DNA分子重组模型中的缠绕方程组

Tangle Equations of the Recombination DNA Molecule

本文研究了下列缠绕方程组解的性质:N(S)=K_0,N(S+M)=K_1,N(S+M+M)=K_2,N(S+M+M+M)=K_3.通过控制变量的方法,将某个K_i(i=0,1,2,3)的向量表示中的元素换成变量,研究变量在满足何条件时,该缠绕方程组系统有唯一解,从而找出其他K_i满足该缠绕方程组系统并使该缠绕方程组只有一个解.此时这个缠绕方程组系统得到了很好的应用,相当于通过对一个DNA分子在酶作用下拓扑结构改变的研究,得到了另外一个DNA分子或多个DNA分子在酶促反应下进行n次连续的特异性位点重组时拓扑结构的变化,这样可以避免逐个研究,大大减少了工作量.
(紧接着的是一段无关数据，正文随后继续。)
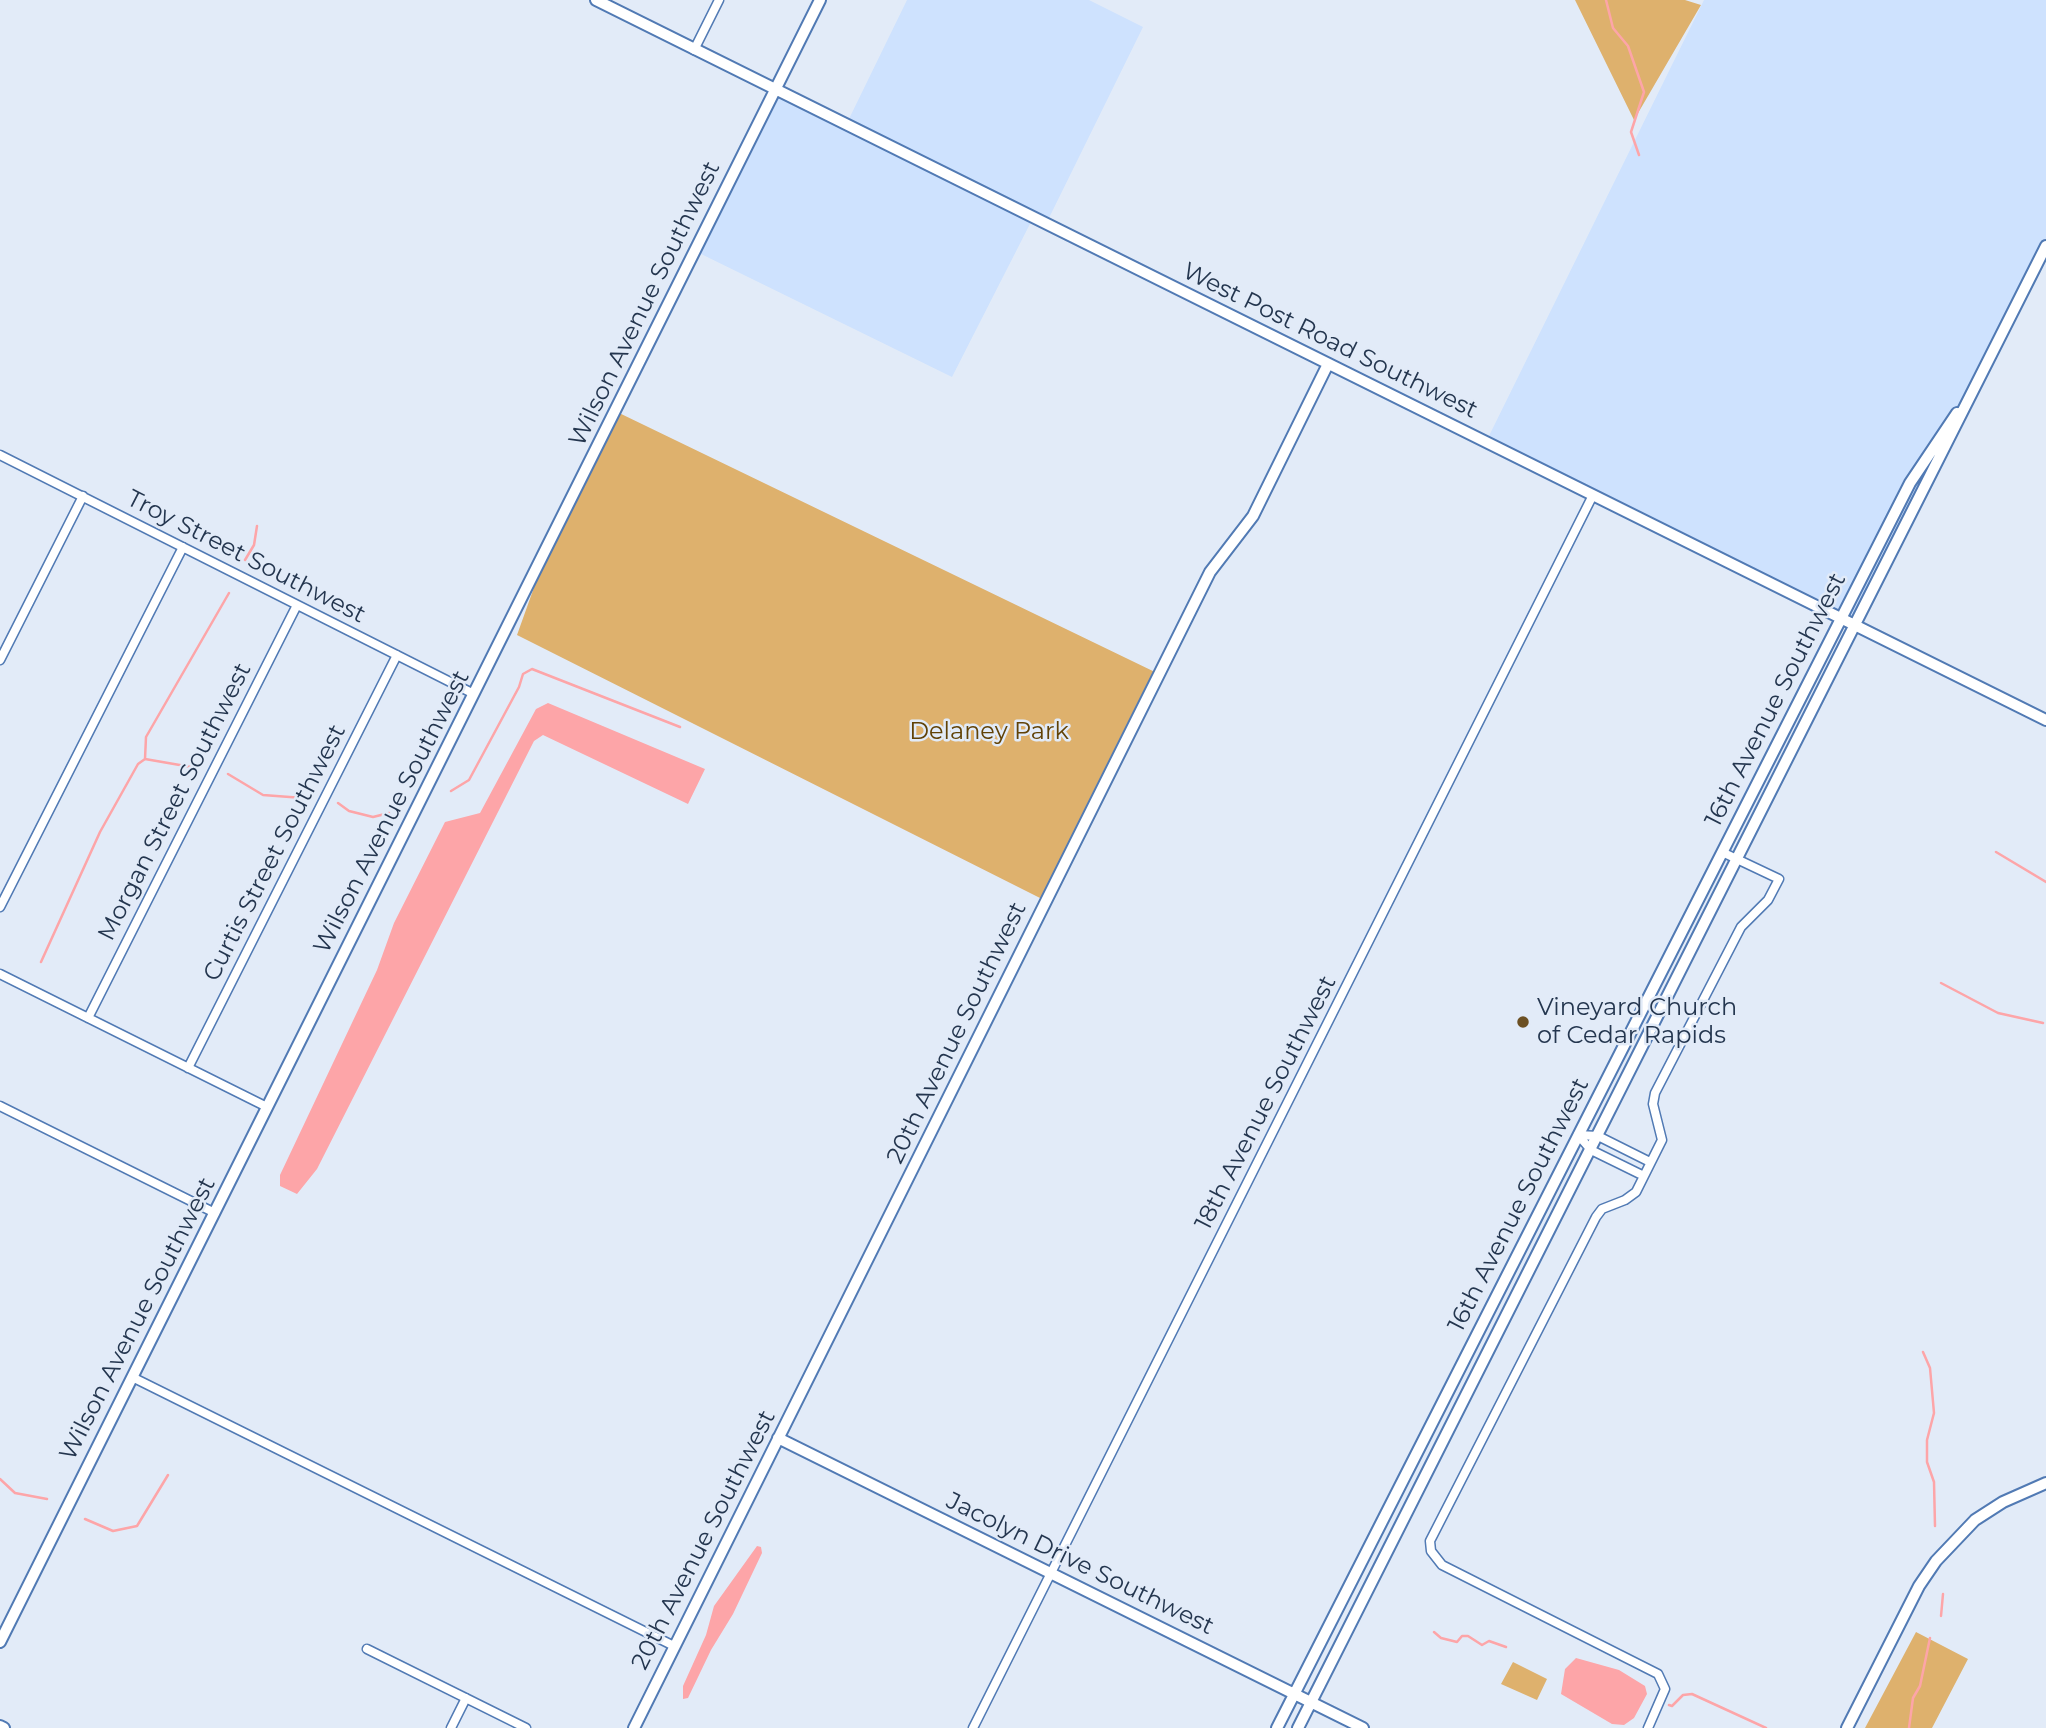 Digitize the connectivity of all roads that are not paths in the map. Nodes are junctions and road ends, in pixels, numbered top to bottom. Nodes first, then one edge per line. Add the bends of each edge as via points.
1 (596, 0) edge
2 (719, 0) edge
3 (820, 0) edge
4 (694, 50) junction
5 (776, 90) junction
6 (2046, 246) edge
7 (1328, 364) junction
8 (1983, 372) junction
9 (0, 454) edge
10 (1593, 495) junction
11 (83, 496) junction
12 (183, 547) junction
13 (298, 605) junction
14 (1841, 618) junction
15 (1857, 626) junction
16 (397, 655) junction
17 (0, 660) edge
18 (474, 694) junction
19 (2046, 720) edge
20 (1722, 852) junction
21 (1738, 859) junction
22 (0, 907) edge
23 (0, 974) edge
24 (88, 1018) junction
25 (188, 1068) junction
26 (0, 1106) edge
27 (267, 1107) junction
28 (1578, 1135) junction
29 (1598, 1136) junction
30 (1591, 1150) junction
31 (1650, 1162) junction
32 (1644, 1176) junction
33 (215, 1213) junction
34 (132, 1377) junction
35 (778, 1438) junction
36 (2046, 1483) edge
37 (1051, 1574) junction
38 (0, 1642) edge
39 (674, 1646) junction
40 (367, 1649) dead end
41 (1293, 1694) junction
42 (466, 1698) junction
43 (1310, 1702) junction
44 (451, 1728) edge
45 (526, 1728) edge
46 (634, 1728) edge
47 (973, 1728) edge
48 (1277, 1728) edge
49 (1298, 1728) edge
50 (1363, 1728) edge
51 (1648, 1728) edge
52 (1847, 1728) edge

1 - 4 street, West Post Road Southwest
2 - 4 street
3 - 5 street, Wilson Avenue Southwest
4 - 5 street, West Post Road Southwest
5 - 7 street, West Post Road Southwest
5 - 18 street, Wilson Avenue Southwest
6 - 8 street, 16th Avenue Southwest
7 - 10 street, West Post Road Southwest
7 - 35 street, 20th Avenue Southwest via 1253,516 1210,572
8 - 14 street, 16th Avenue Southwest via 1910,483
8 - 15 street, 16th Avenue Southwest
9 - 11 street, Troy Street Southwest
10 - 14 street, West Post Road Southwest
10 - 37 street, 18th Avenue Southwest
11 - 12 street, Troy Street Southwest
11 - 17 street
12 - 13 street, Troy Street Southwest
12 - 22 street
13 - 16 street, Troy Street Southwest
13 - 24 street, Morgan Street Southwest
14 - 15 street, West Post Road Southwest
14 - 20 street, 16th Avenue Southwest
15 - 19 street, West Post Road Southwest
15 - 21 street, 16th Avenue Southwest
16 - 18 street, Troy Street Southwest
16 - 25 street, Curtis Street Southwest
18 - 27 street, Wilson Avenue Southwest
20 - 21 street
20 - 28 street, 16th Avenue Southwest
21 - 29 street, 16th Avenue Southwest
21 - 31 street via 1779,879 1769,901 1741,927 1655,1093 1653,1104 1662,1140
23 - 24 street
24 - 25 street
25 - 27 street
26 - 33 street
27 - 33 street, Wilson Avenue Southwest
28 - 29 street
28 - 30 street
28 - 41 street, 16th Avenue Southwest
29 - 30 street, 16th Avenue Southwest
29 - 31 street
30 - 32 street
30 - 43 street, 16th Avenue Southwest
31 - 32 street
32 - 51 street via 1636,1192 1602,1209 1596,1217 1430,1541 1431,1551 1442,1565 1658,1674 1665,1689
33 - 34 street, Wilson Avenue Southwest
34 - 38 street, Wilson Avenue Southwest
34 - 39 street
35 - 37 street, Jacolyn Drive Southwest
35 - 39 street, 20th Avenue Southwest
36 - 52 street via 1975,1520 1936,1561
37 - 41 street, Jacolyn Drive Southwest
37 - 47 street, 18th Avenue Southwest
39 - 46 street, 20th Avenue Southwest
40 - 42 street
41 - 43 street, Jacolyn Drive Southwest
41 - 48 street, 16th Avenue Southwest
42 - 44 street
42 - 45 street
43 - 49 street, 16th Avenue Southwest
43 - 50 street, Jacolyn Drive Southwest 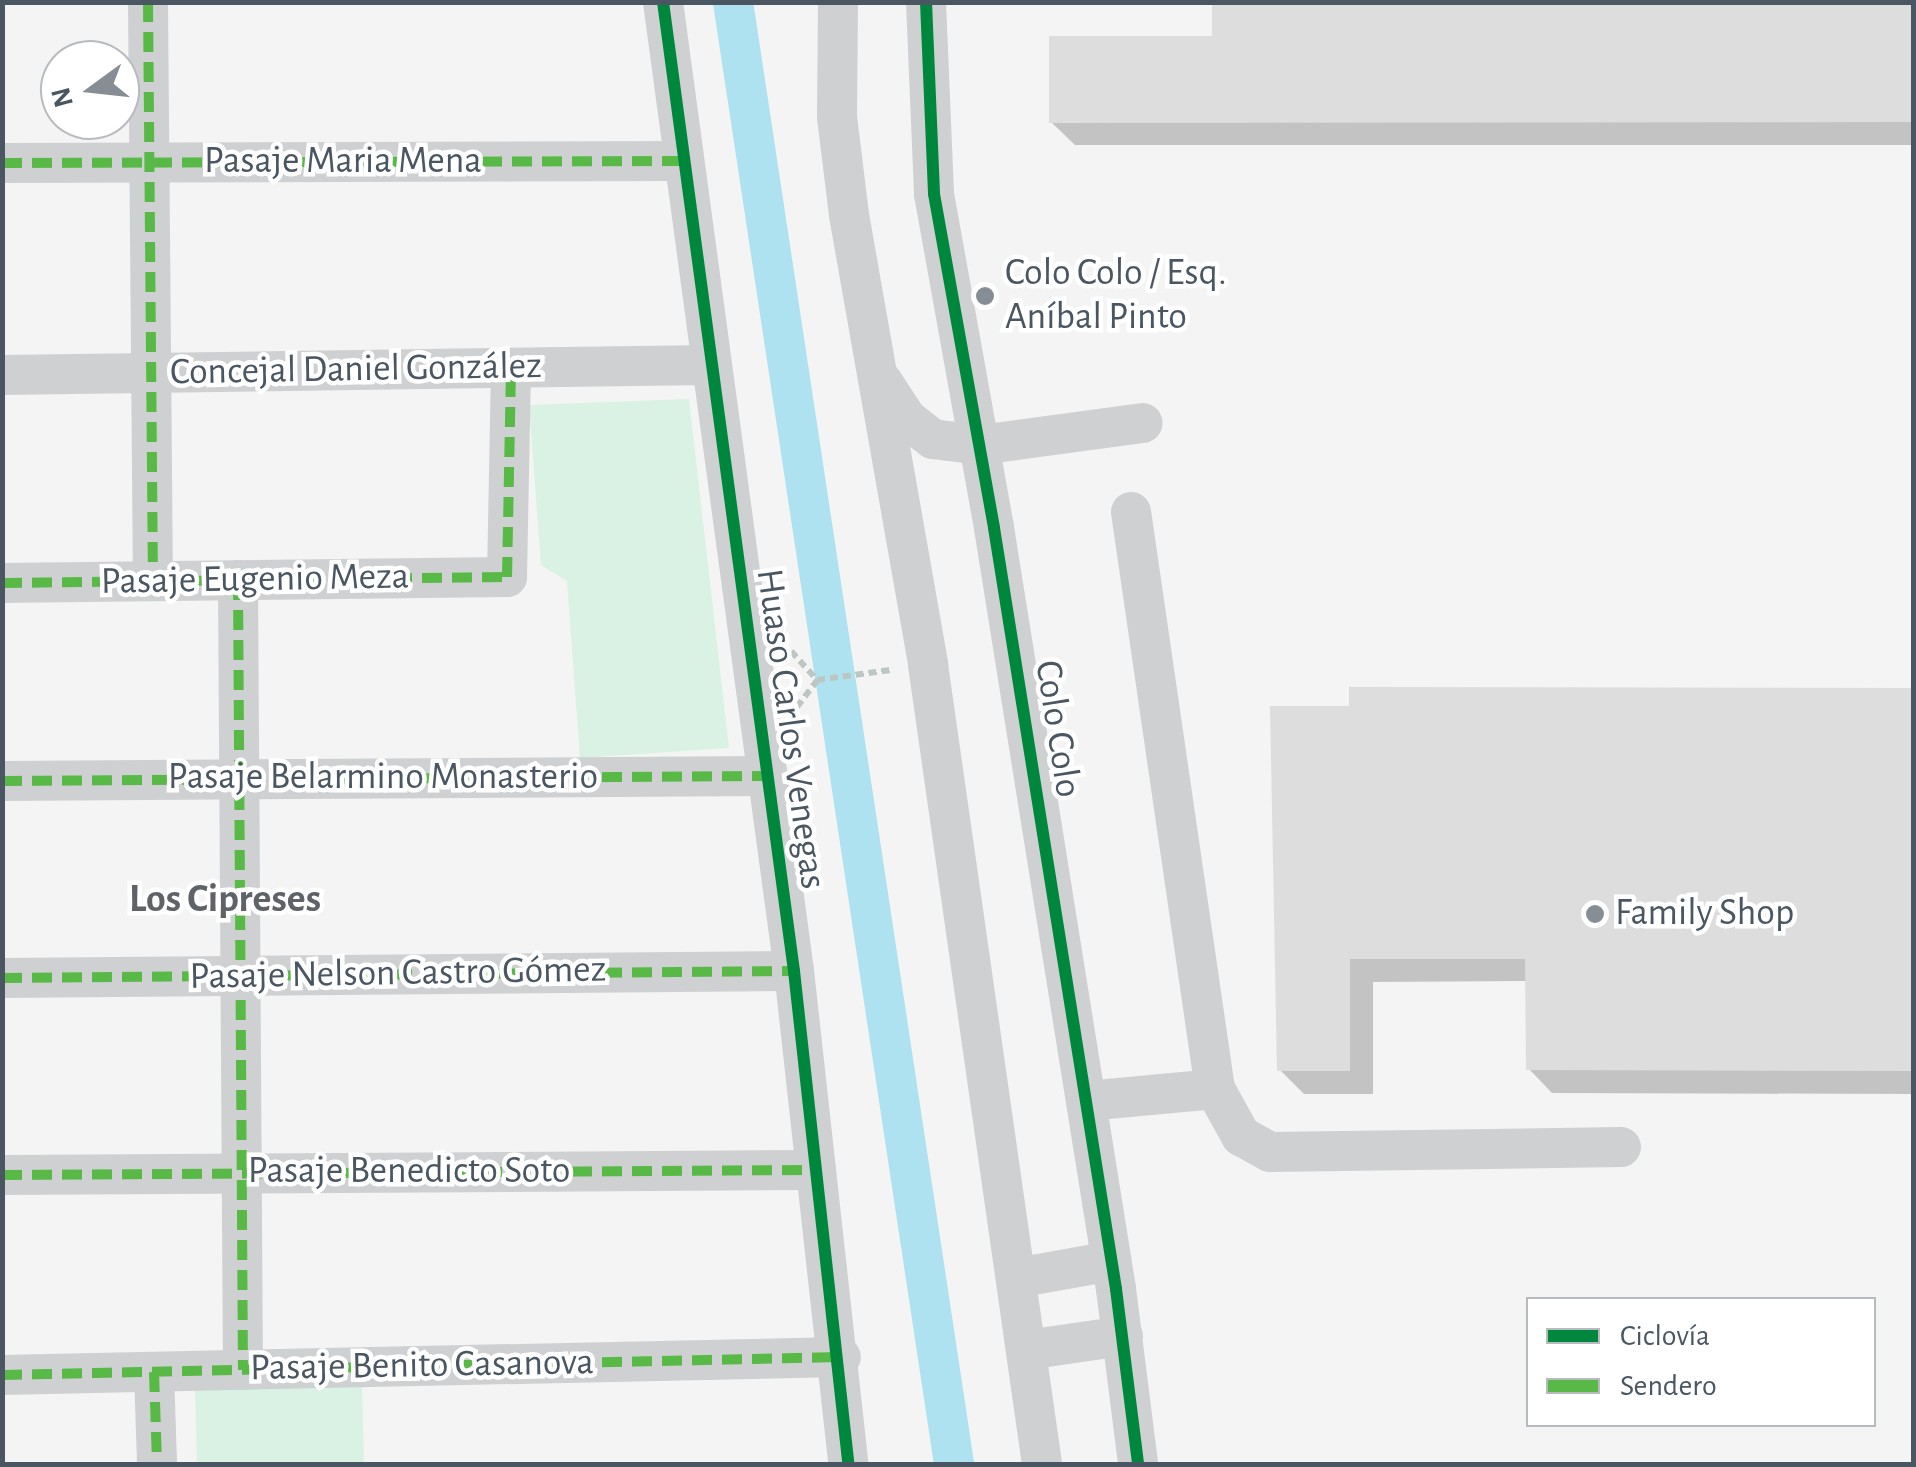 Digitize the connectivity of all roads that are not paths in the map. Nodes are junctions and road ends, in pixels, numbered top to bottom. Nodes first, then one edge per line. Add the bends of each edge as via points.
1 (148, 2) edge
2 (664, 2) edge
3 (838, 2) edge
4 (926, 2) edge
5 (684, 161) junction
6 (149, 162) junction
7 (2, 163) edge
8 (710, 365) junction
9 (511, 368) junction
10 (876, 372) junction
11 (151, 373) junction
12 (2, 375) edge
13 (1143, 423) dead end
14 (980, 445) junction
15 (1131, 512) dead end
16 (238, 580) junction
17 (153, 581) junction
18 (2, 583) edge
19 (764, 776) junction
20 (239, 779) junction
21 (2, 780) edge
22 (794, 971) junction
23 (240, 976) junction
24 (2, 978) edge
25 (1215, 1089) junction
26 (1086, 1102) junction
27 (1621, 1147) dead end
28 (816, 1170) junction
29 (242, 1174) junction
30 (2, 1175) edge
31 (1111, 1261) junction
32 (1016, 1278) junction
33 (1123, 1336) junction
34 (1026, 1350) junction
35 (841, 1357) junction
36 (243, 1370) junction
37 (154, 1372) junction
38 (2, 1375) edge
39 (157, 1464) edge
40 (848, 1464) edge
41 (1042, 1464) edge
42 (1138, 1464) edge

1 - 6 street
2 - 5 street, Huaso Carlos Venegas
3 - 10 street via 836,117
4 - 14 street, Colo Colo via 934,194
5 - 6 street, Pasaje Maria Mena
5 - 8 street, Huaso Carlos Venegas
6 - 7 street, Pasaje Maria Mena
6 - 11 street
8 - 9 street, Concejal Daniel González
8 - 19 street, Huaso Carlos Venegas
9 - 11 street, Concejal Daniel González
9 - 16 street, Pasaje Eugenio Meza via 506,578
10 - 14 street via 907,419 932,439
10 - 32 street via 928,665
11 - 12 street, Concejal Daniel González
11 - 17 street
13 - 14 street
14 - 26 street, Colo Colo
15 - 25 street
16 - 17 street, Pasaje Eugenio Meza
16 - 20 street
17 - 18 street, Pasaje Eugenio Meza
19 - 20 street, Pasaje Belarmino Monasterio
19 - 22 street, Huaso Carlos Venegas
20 - 21 street, Pasaje Belarmino Monasterio
20 - 23 street
22 - 23 street, Pasaje Nelson Castro Gómez
22 - 28 street, Huaso Carlos Venegas
23 - 24 street, Pasaje Nelson Castro Gómez
23 - 29 street
25 - 26 street
25 - 27 street via 1241,1136 1270,1152
26 - 31 street, Colo Colo
28 - 29 street, Pasaje Benedicto Soto
28 - 35 street, Huaso Carlos Venegas
29 - 30 street, Pasaje Benedicto Soto
29 - 36 street
31 - 32 street
31 - 33 street, Colo Colo
32 - 34 street
33 - 34 street
33 - 42 street, Colo Colo
34 - 41 street
35 - 36 street, Pasaje Benito Casanova
35 - 40 street, Huaso Carlos Venegas
36 - 37 street, Pasaje Benito Casanova
37 - 38 street, Pasaje Benito Casanova
37 - 39 street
In this paper, deal with properties of solutions of tangle equations as follows:N(S) = K_0, N(S + M) = K_1, N(S + M + M) = K_2 N(S+ M + M + M) = K_3.We present a method of variable control, which change element of vector representative of some K_i(i = 0,1,2,3). And we research what variable meet so that tangle equations have a unique solution. We seek out anther Ki that is satisfied with the condition of tangle equations and make tangle equations have the only solution. This tangle equations system is put into use well. Analogously, we will get the change of topological structure of anther DNA molecule or some DNA molecules by studying original circular DNA molecule's variation in the process of enzymatic reaction when processive site-specific recombination(n iterations) happen. So we can reduce the amount of work time by avoiding research one by one.